=== Task ===
The records below hold a stretch from the line with "thumb tip: (406, 763)" through the line with "pinky pip: (478, 467)"; return exactly those lines, ends included, and nothing more.

=== Task input ===
------------------------------------------------------------------------

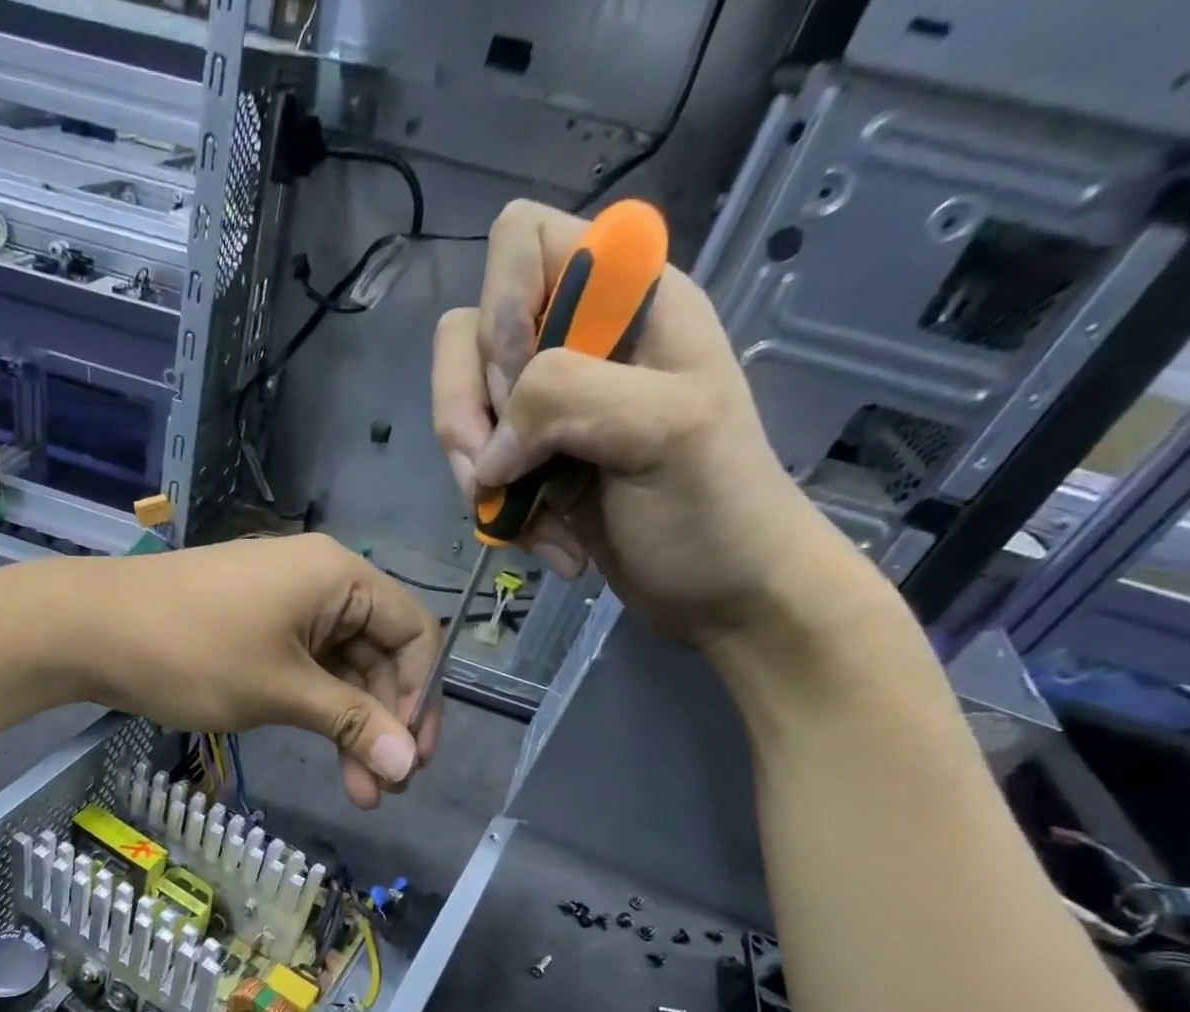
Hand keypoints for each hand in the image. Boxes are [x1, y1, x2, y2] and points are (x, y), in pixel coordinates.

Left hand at [64, 535, 441, 808]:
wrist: (89, 630)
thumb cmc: (192, 652)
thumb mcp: (280, 690)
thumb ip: (350, 722)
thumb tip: (406, 763)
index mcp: (340, 577)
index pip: (414, 633)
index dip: (421, 697)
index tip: (411, 757)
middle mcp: (322, 583)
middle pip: (380, 655)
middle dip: (386, 723)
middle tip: (387, 789)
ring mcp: (287, 606)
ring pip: (342, 671)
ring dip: (353, 728)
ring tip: (360, 793)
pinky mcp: (258, 629)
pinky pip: (307, 670)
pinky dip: (318, 712)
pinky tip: (326, 755)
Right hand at [432, 199, 842, 646]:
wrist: (726, 594)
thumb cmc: (717, 507)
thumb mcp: (665, 428)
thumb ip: (570, 397)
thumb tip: (488, 448)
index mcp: (627, 298)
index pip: (523, 240)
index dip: (502, 305)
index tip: (520, 383)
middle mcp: (579, 339)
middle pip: (470, 333)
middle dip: (467, 409)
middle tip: (495, 471)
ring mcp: (550, 407)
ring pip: (463, 407)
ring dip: (477, 470)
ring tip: (516, 516)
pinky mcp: (533, 463)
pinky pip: (478, 467)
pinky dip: (497, 508)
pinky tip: (545, 540)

------------------------------------------------------------------------

=== Solution to the problem ===
thumb tip: (406, 763)
index mcp: (340, 577)
index pip: (414, 633)
index dip: (421, 697)
index tip: (411, 757)
middle mcp: (322, 583)
middle pip: (380, 655)
middle dip: (386, 723)
middle tip: (387, 789)
ring mcp: (287, 606)
ring pip: (342, 671)
ring dip: (353, 728)
ring tip: (360, 793)
pinky mcp: (258, 629)
pinky pip: (307, 670)
pinky dip: (318, 712)
pinky tip: (326, 755)
Right hand at [432, 199, 842, 646]:
wrist: (726, 594)
thumb cmc: (717, 507)
thumb mcp: (665, 428)
thumb ip: (570, 397)
thumb tip: (488, 448)
index mcp: (627, 298)
index pip: (523, 240)
index dip: (502, 305)
index tip: (520, 383)
middle mcp: (579, 339)
middle pip: (470, 333)
middle dip: (467, 409)
middle tip: (495, 471)
ring mcp: (550, 407)
ring pip: (463, 407)
ring dip: (477, 470)
ring tip: (516, 516)
pinky mcp: (533, 463)
pinky pip: (478, 467)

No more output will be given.